## [Your task]
The reply should give back every entry exactly as written.

____ Raw data

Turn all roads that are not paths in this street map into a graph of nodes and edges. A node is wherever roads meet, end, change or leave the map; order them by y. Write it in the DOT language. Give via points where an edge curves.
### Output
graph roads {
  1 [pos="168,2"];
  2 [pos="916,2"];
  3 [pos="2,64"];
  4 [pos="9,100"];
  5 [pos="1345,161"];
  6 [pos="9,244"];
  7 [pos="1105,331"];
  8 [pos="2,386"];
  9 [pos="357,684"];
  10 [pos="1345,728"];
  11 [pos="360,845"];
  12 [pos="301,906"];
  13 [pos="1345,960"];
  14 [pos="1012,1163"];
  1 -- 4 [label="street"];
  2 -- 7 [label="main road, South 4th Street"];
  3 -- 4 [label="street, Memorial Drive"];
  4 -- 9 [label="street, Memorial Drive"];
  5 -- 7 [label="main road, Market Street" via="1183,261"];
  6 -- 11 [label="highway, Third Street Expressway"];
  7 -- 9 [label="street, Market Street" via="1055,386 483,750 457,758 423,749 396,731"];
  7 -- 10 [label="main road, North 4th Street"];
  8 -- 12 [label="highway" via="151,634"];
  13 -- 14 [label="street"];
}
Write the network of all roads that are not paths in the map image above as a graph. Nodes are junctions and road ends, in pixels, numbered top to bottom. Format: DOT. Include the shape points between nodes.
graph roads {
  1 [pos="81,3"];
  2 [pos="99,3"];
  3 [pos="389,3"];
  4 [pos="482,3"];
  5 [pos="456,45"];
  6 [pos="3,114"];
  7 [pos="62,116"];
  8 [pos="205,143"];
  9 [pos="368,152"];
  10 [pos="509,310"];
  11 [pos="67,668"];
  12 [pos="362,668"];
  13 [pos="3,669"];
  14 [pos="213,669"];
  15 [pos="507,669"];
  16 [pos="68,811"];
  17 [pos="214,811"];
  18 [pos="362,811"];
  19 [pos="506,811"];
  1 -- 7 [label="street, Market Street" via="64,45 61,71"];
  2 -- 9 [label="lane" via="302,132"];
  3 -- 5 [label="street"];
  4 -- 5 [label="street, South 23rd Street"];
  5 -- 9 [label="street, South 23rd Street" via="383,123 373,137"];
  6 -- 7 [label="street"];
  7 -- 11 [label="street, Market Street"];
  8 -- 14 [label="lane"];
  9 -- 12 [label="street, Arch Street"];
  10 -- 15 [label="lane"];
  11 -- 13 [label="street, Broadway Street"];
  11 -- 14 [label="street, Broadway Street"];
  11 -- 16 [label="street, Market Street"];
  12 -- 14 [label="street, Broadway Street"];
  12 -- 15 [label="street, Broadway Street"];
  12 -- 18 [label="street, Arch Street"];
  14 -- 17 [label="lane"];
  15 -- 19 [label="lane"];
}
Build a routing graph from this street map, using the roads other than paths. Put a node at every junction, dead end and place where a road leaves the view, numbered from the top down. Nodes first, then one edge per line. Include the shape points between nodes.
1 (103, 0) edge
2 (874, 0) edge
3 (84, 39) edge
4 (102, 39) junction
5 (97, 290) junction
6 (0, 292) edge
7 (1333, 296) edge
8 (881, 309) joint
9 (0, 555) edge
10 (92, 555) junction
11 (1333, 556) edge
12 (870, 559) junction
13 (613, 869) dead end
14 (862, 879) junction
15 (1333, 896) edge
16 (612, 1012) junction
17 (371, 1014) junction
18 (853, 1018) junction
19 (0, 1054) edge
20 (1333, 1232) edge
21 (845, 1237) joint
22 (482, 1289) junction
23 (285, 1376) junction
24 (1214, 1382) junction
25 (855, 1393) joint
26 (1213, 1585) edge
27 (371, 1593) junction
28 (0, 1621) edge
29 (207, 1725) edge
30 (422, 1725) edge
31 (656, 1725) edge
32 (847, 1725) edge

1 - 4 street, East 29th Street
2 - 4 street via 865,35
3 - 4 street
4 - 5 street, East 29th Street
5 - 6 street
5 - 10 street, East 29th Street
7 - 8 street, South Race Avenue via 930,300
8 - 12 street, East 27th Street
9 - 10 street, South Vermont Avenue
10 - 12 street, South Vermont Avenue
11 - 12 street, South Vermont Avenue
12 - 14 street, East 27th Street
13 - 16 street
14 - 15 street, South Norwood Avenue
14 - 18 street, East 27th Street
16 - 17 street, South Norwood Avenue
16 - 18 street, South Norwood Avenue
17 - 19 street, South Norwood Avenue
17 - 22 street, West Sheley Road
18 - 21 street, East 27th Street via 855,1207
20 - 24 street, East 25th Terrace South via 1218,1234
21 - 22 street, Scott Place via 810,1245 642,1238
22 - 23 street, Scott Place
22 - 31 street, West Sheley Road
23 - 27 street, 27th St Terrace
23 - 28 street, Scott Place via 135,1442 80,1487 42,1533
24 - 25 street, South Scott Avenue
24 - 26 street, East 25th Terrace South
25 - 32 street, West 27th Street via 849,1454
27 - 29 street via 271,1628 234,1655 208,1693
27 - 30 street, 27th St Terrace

________

## [Task result]
Turn all roads that are not paths in this street map into a graph of nodes and edges. A node is wherever roads meet, end, change or leave the map; order them by y. Write it in the DOT language. Give via points where an edge curves.
### Output
graph roads {
  1 [pos="168,2"];
  2 [pos="916,2"];
  3 [pos="2,64"];
  4 [pos="9,100"];
  5 [pos="1345,161"];
  6 [pos="9,244"];
  7 [pos="1105,331"];
  8 [pos="2,386"];
  9 [pos="357,684"];
  10 [pos="1345,728"];
  11 [pos="360,845"];
  12 [pos="301,906"];
  13 [pos="1345,960"];
  14 [pos="1012,1163"];
  1 -- 4 [label="street"];
  2 -- 7 [label="main road, South 4th Street"];
  3 -- 4 [label="street, Memorial Drive"];
  4 -- 9 [label="street, Memorial Drive"];
  5 -- 7 [label="main road, Market Street" via="1183,261"];
  6 -- 11 [label="highway, Third Street Expressway"];
  7 -- 9 [label="street, Market Street" via="1055,386 483,750 457,758 423,749 396,731"];
  7 -- 10 [label="main road, North 4th Street"];
  8 -- 12 [label="highway" via="151,634"];
  13 -- 14 [label="street"];
}
Write the network of all roads that are not paths in the map image above as a graph. Nodes are junctions and road ends, in pixels, numbered top to bottom. Format: DOT. Include the shape points between nodes.
graph roads {
  1 [pos="81,3"];
  2 [pos="99,3"];
  3 [pos="389,3"];
  4 [pos="482,3"];
  5 [pos="456,45"];
  6 [pos="3,114"];
  7 [pos="62,116"];
  8 [pos="205,143"];
  9 [pos="368,152"];
  10 [pos="509,310"];
  11 [pos="67,668"];
  12 [pos="362,668"];
  13 [pos="3,669"];
  14 [pos="213,669"];
  15 [pos="507,669"];
  16 [pos="68,811"];
  17 [pos="214,811"];
  18 [pos="362,811"];
  19 [pos="506,811"];
  1 -- 7 [label="street, Market Street" via="64,45 61,71"];
  2 -- 9 [label="lane" via="302,132"];
  3 -- 5 [label="street"];
  4 -- 5 [label="street, South 23rd Street"];
  5 -- 9 [label="street, South 23rd Street" via="383,123 373,137"];
  6 -- 7 [label="street"];
  7 -- 11 [label="street, Market Street"];
  8 -- 14 [label="lane"];
  9 -- 12 [label="street, Arch Street"];
  10 -- 15 [label="lane"];
  11 -- 13 [label="street, Broadway Street"];
  11 -- 14 [label="street, Broadway Street"];
  11 -- 16 [label="street, Market Street"];
  12 -- 14 [label="street, Broadway Street"];
  12 -- 15 [label="street, Broadway Street"];
  12 -- 18 [label="street, Arch Street"];
  14 -- 17 [label="lane"];
  15 -- 19 [label="lane"];
}
Build a routing graph from this street map, using the roads other than paths. Put a node at every junction, dead end and place where a road leaves the view, numbered from the top down. Nodes first, then one edge per line. Include the shape points between nodes.
1 (103, 0) edge
2 (874, 0) edge
3 (84, 39) edge
4 (102, 39) junction
5 (97, 290) junction
6 (0, 292) edge
7 (1333, 296) edge
8 (881, 309) joint
9 (0, 555) edge
10 (92, 555) junction
11 (1333, 556) edge
12 (870, 559) junction
13 (613, 869) dead end
14 (862, 879) junction
15 (1333, 896) edge
16 (612, 1012) junction
17 (371, 1014) junction
18 (853, 1018) junction
19 (0, 1054) edge
20 (1333, 1232) edge
21 (845, 1237) joint
22 (482, 1289) junction
23 (285, 1376) junction
24 (1214, 1382) junction
25 (855, 1393) joint
26 (1213, 1585) edge
27 (371, 1593) junction
28 (0, 1621) edge
29 (207, 1725) edge
30 (422, 1725) edge
31 (656, 1725) edge
32 (847, 1725) edge

1 - 4 street, East 29th Street
2 - 4 street via 865,35
3 - 4 street
4 - 5 street, East 29th Street
5 - 6 street
5 - 10 street, East 29th Street
7 - 8 street, South Race Avenue via 930,300
8 - 12 street, East 27th Street
9 - 10 street, South Vermont Avenue
10 - 12 street, South Vermont Avenue
11 - 12 street, South Vermont Avenue
12 - 14 street, East 27th Street
13 - 16 street
14 - 15 street, South Norwood Avenue
14 - 18 street, East 27th Street
16 - 17 street, South Norwood Avenue
16 - 18 street, South Norwood Avenue
17 - 19 street, South Norwood Avenue
17 - 22 street, West Sheley Road
18 - 21 street, East 27th Street via 855,1207
20 - 24 street, East 25th Terrace South via 1218,1234
21 - 22 street, Scott Place via 810,1245 642,1238
22 - 23 street, Scott Place
22 - 31 street, West Sheley Road
23 - 27 street, 27th St Terrace
23 - 28 street, Scott Place via 135,1442 80,1487 42,1533
24 - 25 street, South Scott Avenue
24 - 26 street, East 25th Terrace South
25 - 32 street, West 27th Street via 849,1454
27 - 29 street via 271,1628 234,1655 208,1693
27 - 30 street, 27th St Terrace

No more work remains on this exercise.